The separator is a crucial component of sodium-ion batteries, primarily functioning to isolate the positive and negative electrodes and prevent short circuits that could cause safety issues. I te horo'a i roto i, the separator also transports ions and isolates electrons. I teianei, commercially available lithium-ion battery separators are mainly made of polypropylene (PP) and polyethylene (PE), but both have poor thermal stability and mechanical properties, and poor wettability with sodium-ion battery electrolytes, making them unsuitable for use as separators. Laboratory research often uses glass fiber (GC) as a separator for sodium-ion batteries.
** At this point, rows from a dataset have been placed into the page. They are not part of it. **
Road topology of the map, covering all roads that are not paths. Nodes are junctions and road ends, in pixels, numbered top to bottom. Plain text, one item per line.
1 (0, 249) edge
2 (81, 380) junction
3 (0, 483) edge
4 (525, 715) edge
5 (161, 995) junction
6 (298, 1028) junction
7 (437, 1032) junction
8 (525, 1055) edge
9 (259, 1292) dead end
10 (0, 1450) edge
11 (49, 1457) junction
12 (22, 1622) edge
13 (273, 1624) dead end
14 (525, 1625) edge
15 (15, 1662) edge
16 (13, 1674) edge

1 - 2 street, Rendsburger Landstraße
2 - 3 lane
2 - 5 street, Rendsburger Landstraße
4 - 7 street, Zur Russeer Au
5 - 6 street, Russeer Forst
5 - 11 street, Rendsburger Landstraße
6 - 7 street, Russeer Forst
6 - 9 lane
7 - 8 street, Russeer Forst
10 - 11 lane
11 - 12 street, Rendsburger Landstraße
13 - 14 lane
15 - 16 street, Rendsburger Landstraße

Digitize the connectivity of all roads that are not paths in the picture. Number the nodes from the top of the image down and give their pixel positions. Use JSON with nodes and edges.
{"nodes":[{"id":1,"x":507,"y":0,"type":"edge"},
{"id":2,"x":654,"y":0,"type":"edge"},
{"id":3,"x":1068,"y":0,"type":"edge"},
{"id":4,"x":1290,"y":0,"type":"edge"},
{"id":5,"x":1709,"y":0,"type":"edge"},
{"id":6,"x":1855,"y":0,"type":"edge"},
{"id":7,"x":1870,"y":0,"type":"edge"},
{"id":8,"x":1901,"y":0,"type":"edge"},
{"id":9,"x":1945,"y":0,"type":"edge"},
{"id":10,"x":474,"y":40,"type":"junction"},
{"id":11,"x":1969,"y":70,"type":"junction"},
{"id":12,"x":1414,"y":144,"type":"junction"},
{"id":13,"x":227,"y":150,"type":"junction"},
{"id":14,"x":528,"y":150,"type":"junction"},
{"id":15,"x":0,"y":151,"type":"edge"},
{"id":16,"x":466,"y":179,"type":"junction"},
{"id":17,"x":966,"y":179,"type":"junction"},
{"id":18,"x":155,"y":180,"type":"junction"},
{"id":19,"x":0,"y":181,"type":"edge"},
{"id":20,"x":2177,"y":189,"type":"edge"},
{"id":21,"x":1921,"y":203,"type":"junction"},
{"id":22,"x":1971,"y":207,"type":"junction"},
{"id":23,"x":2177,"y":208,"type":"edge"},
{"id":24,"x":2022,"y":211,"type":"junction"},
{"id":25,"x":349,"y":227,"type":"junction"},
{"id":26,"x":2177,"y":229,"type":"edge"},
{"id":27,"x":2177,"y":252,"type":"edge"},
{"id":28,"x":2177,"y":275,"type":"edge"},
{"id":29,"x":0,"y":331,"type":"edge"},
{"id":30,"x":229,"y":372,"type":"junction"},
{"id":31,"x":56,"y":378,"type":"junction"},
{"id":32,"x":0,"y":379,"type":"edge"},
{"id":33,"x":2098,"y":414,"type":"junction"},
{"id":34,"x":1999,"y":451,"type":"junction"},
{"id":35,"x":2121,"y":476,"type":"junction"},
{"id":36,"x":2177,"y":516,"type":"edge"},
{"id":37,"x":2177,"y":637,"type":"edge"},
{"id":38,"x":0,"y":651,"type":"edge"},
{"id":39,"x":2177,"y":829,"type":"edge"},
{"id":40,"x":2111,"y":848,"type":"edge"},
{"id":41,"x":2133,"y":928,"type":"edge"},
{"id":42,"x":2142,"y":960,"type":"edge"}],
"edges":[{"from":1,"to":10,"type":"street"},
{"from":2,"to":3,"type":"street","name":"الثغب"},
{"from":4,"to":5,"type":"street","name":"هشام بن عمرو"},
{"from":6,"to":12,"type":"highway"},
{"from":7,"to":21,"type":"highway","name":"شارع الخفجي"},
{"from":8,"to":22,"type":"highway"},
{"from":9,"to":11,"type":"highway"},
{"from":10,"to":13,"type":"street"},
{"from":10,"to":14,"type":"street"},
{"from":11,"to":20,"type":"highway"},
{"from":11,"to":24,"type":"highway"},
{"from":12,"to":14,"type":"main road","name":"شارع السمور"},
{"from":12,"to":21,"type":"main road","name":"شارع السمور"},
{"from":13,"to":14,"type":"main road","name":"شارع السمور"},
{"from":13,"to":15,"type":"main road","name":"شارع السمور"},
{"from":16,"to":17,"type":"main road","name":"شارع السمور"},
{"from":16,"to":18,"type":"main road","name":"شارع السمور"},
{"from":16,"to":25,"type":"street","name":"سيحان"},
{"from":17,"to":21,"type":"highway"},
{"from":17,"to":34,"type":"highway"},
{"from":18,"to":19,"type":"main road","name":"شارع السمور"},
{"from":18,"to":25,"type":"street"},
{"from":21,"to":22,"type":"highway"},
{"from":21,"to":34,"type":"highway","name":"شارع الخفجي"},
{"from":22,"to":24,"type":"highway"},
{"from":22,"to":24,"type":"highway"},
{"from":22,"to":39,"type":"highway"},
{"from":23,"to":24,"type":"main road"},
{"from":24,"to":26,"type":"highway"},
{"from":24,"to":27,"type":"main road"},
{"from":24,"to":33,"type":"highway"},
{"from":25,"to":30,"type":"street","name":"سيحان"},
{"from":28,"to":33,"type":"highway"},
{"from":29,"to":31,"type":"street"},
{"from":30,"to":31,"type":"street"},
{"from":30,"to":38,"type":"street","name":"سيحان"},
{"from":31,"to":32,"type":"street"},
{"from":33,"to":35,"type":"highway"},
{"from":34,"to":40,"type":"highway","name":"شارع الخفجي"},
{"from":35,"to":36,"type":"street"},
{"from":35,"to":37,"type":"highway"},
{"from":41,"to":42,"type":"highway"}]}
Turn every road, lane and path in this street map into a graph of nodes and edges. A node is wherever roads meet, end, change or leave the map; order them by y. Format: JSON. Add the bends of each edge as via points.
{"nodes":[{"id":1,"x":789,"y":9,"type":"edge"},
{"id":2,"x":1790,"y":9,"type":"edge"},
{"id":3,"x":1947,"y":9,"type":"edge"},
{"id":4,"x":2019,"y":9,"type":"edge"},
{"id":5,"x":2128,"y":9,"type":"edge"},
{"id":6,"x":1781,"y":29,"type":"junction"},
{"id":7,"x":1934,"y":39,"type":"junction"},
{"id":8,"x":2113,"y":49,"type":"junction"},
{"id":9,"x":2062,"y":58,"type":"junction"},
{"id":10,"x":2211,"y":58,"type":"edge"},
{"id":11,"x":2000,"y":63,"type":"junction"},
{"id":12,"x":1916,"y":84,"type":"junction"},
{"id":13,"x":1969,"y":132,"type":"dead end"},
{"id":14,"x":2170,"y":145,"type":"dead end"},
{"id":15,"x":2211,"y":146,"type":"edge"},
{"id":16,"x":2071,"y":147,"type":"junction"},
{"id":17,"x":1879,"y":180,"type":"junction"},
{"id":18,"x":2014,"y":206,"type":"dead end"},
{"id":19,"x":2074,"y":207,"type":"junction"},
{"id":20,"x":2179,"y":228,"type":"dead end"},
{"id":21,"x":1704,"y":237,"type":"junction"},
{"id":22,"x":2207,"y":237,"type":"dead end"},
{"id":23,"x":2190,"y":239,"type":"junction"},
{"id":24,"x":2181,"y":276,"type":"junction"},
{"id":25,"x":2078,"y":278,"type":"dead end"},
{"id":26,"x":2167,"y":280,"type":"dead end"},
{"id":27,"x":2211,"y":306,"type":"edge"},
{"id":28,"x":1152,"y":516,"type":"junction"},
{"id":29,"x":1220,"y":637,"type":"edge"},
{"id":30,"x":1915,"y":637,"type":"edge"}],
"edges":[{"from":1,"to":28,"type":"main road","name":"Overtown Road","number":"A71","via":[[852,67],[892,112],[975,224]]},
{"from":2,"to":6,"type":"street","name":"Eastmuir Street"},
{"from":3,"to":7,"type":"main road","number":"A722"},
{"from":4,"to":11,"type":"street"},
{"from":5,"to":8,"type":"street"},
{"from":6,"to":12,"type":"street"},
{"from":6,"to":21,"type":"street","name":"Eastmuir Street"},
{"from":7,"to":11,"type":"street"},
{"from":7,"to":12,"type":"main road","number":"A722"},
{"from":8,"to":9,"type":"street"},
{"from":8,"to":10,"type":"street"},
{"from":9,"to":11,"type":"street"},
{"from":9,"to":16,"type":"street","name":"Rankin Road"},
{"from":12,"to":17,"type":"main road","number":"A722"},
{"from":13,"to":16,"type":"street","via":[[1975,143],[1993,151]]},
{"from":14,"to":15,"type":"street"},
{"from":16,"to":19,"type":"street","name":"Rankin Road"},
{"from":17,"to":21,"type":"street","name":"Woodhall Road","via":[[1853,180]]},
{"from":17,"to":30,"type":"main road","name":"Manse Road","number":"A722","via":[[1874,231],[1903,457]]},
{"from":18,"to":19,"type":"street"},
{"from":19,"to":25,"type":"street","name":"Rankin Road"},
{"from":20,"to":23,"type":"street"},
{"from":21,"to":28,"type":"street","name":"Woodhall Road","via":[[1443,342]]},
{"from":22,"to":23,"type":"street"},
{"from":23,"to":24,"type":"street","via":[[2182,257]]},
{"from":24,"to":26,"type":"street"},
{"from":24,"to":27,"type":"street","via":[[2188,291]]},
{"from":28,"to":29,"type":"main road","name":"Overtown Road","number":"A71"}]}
This material offers good thermal stability, electrolyte compatibility, and a relatively low price, but its poor mechanical properties present challenges for commercial application. Separators suitable for future commercial use should at least meet the following requirements:

  • Excellent chemical and electrochemical stability. Resistant to electrolyte corrosion while remaining stable in redox reactions.
  • Thermodynamic stability. Able to withstand a certain degree of temperature change.
  • The pore size is smaller than any particle structure in the dielectric, and the pore size is uniform.
  • It has good wettability with electrolyte.
  • It has good mechanical stability and can withstand a certain degree of deformation.
  • Low production cost and low price.